What he means by "normalize" is programming the system to look for patterns the way the human brain does. Take height, a common data element, for instance.

Eyewitness accounts are notoriously inaccurate, so trying to be too detailed can lead a detective in the wrong direction. Muscarello said in terms of height, people think in terms of tall, average and short -- and that's how it will be programmed into the network.

"The victim has very little time to see the offender," Muscarello said. "Even in the best of circumstances, people are usually off when they try to estimate someone's height unless they're about your height."

One of the six detectives focused heavily on getaway vehicles. Like the height of suspects, Muscarello said, this data is "normalized" when programmed into the system. A victim might describe a getaway vehicle as a navy blue Toyota Corolla, but focusing just on that type of vehicle might lead an investigator to a dead end.
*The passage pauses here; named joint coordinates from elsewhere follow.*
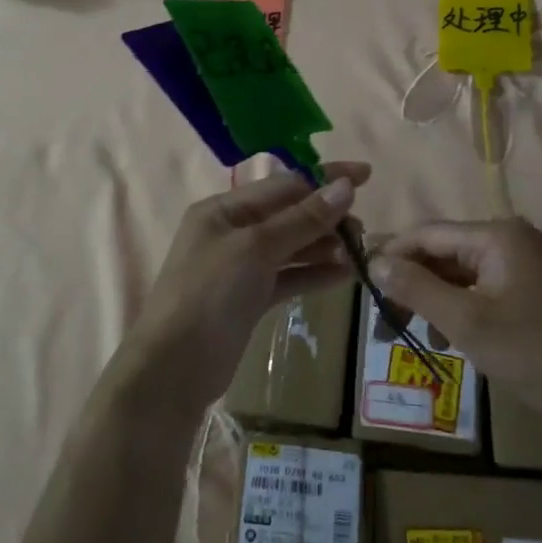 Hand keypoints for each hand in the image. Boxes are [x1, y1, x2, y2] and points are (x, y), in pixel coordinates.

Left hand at [125, 163, 369, 406]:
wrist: (175, 367)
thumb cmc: (210, 294)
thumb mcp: (256, 248)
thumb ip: (302, 219)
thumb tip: (345, 187)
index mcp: (224, 209)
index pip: (283, 184)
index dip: (325, 179)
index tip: (366, 176)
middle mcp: (232, 231)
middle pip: (289, 214)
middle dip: (327, 217)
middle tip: (362, 231)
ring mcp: (241, 267)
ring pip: (292, 246)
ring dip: (325, 246)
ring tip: (360, 253)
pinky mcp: (250, 298)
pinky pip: (289, 277)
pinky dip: (315, 274)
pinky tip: (345, 275)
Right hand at [371, 219, 541, 428]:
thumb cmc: (540, 354)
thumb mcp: (469, 322)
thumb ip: (418, 288)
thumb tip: (375, 262)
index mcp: (497, 236)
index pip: (427, 234)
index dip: (391, 255)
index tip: (361, 282)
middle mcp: (513, 241)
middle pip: (444, 252)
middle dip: (411, 283)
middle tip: (382, 317)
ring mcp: (528, 267)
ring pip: (463, 274)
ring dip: (433, 300)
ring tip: (407, 332)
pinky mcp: (538, 293)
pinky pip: (485, 291)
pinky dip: (461, 310)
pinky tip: (447, 338)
"That's too exact," Muscarello said.

A good investigator would focus on a dark vehicle, probably foreign, maybe Japanese. That's how the system is programmed to recognize a cluster or a pattern. The detective can find such a cluster by clicking on a drop-down box on the computer or typing in a query.

"The way we built this is the network will know the important things to look at, and it would also learn the less important things," Muscarello said. "So on its own it would do a pass with what it learned was important. What we also did is give the computer the capability so that the interface allowed you to either access all of the pre-determined case clusters [that the system is programmed to recognize], or enter your new data select things you were interested in looking for."


Clearing Cases
The department will test linking the CSSCP to the Citizen Law Enforcement Analysis and Reporting (CLEAR) system, the state's crime data warehouse.

Both resources could help police solve crimes in two direct ways. First, by locating clusters of data elements that illustrate a clear pattern and point to a specific suspect(s); and second, by having the CSSCP link the detainee to previous crimes or even cold cases.

With a suspect in custody, police can examine how the crime was conducted, then sift through the CSSCP and try to match the characteristics of the latest crime with ones from the past, Maris said.

When they find a pattern, they can interrogate the suspect further with the evidence.
"'We caught you for this burglary; did you do these other six burglaries, too? You used the same MO, the same characteristics,'" Maris explained as an example of tying a known suspect to previous cases.

Most convicted criminals that are incarcerated continue committing crimes once released, so going back and looking at cold cases or even solved ones can lead to new arrests.

"We know that most crimes are committed by a few criminals, and we just aren't closing out that many cases," Muscarello said.

He's spent the last decade trying to fix that.